Sure, casinos love poker players that spend hours grinding away a profit and the tables and then take their profits to the craps table and hand them over to the casino, but as far as revenue is concerned, poker just does not provide a huge source of cash for casinos.
There is only so much floor space that casinos have available to allocate to poker, and even the biggest rooms have around 40 or 50 tables running. Live poker is slow, so there are not too many hands per hour. Now compare these two things with what an online poker site can accomplish. The games are faster, and there is no limit to the number of tables that an online site can offer. There can be thousands of tables all running simultaneously, all pulling in a bit of rake on each hand.
Established casino operators like Caesars Entertainment (CZR) will be in a good position to capitalize on the new legislation. New Jersey's law will allow established casinos to obtain licenses and big players such as Caesars will be among the first to offer online poker this year. All of the big casinos will get in the game, and even if they do not want to invest millions in developing their own proprietary software, it will be easy enough for them to team up with already established companies to brand software in their name.
All in all, the casinos have absolutely nothing to fear from the resurgence of online poker. They will be able to increase their overall poker revenue by offering their own platform, they will be able to offer promotions on their sites for comps in order to attract more people to actually visit their casinos, but most importantly the bottom line is that the more money that comes into the community the better.
While investors could easily make the case that online poker creates a good buying opportunity in established casinos such as Caesars and Wynn (WYNN), there are also other stocks that should be considered.

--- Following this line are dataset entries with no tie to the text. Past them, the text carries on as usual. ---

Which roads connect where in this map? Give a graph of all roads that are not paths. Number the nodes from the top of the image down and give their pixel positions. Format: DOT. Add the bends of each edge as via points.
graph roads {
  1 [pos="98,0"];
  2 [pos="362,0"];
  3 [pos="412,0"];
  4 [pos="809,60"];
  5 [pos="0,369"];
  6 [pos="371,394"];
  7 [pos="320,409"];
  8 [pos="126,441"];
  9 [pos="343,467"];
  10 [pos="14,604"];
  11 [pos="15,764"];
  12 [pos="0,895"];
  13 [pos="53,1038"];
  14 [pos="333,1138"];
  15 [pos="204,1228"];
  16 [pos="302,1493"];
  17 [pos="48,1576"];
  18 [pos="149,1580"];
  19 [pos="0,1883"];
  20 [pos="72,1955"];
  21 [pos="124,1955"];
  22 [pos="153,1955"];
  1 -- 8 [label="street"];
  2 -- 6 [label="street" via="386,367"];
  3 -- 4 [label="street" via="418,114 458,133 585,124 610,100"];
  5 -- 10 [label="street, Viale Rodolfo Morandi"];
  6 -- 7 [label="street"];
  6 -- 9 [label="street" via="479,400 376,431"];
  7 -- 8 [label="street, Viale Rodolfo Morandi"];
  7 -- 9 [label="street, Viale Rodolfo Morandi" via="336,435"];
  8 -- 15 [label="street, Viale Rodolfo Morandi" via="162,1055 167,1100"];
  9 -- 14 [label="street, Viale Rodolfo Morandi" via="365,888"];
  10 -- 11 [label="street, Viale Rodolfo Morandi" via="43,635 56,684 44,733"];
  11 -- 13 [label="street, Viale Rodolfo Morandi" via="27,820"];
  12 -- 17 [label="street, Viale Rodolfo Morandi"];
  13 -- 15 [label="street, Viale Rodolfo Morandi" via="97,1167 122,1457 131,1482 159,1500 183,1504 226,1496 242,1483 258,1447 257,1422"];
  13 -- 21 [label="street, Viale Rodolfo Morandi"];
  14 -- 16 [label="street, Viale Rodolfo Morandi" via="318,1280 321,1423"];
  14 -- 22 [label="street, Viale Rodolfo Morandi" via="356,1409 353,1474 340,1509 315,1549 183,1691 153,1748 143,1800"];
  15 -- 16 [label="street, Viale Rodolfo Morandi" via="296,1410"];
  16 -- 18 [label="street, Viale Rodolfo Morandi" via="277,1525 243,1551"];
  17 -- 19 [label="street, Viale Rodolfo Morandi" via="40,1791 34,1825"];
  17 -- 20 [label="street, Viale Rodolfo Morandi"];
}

One company that would love to get into online gambling is Zynga (ZNGA). The game maker has been struggling as of late due to its shrinking profit from its Facebook (FB) relationship, but online poker could drastically change the company's future. Zynga currently is the largest provider of play-money online poker, so it could easily make the transition into the lucrative real-money poker games. With its already established customer base, should Zynga transition into real money poker it could easily become the biggest player in the U.S.
Like it or not, online poker is coming back to the U.S. It may not happen this year, but it is coming, and smart investors realize that big casino operators will benefit from its return, and revenues will start to move higher as a result.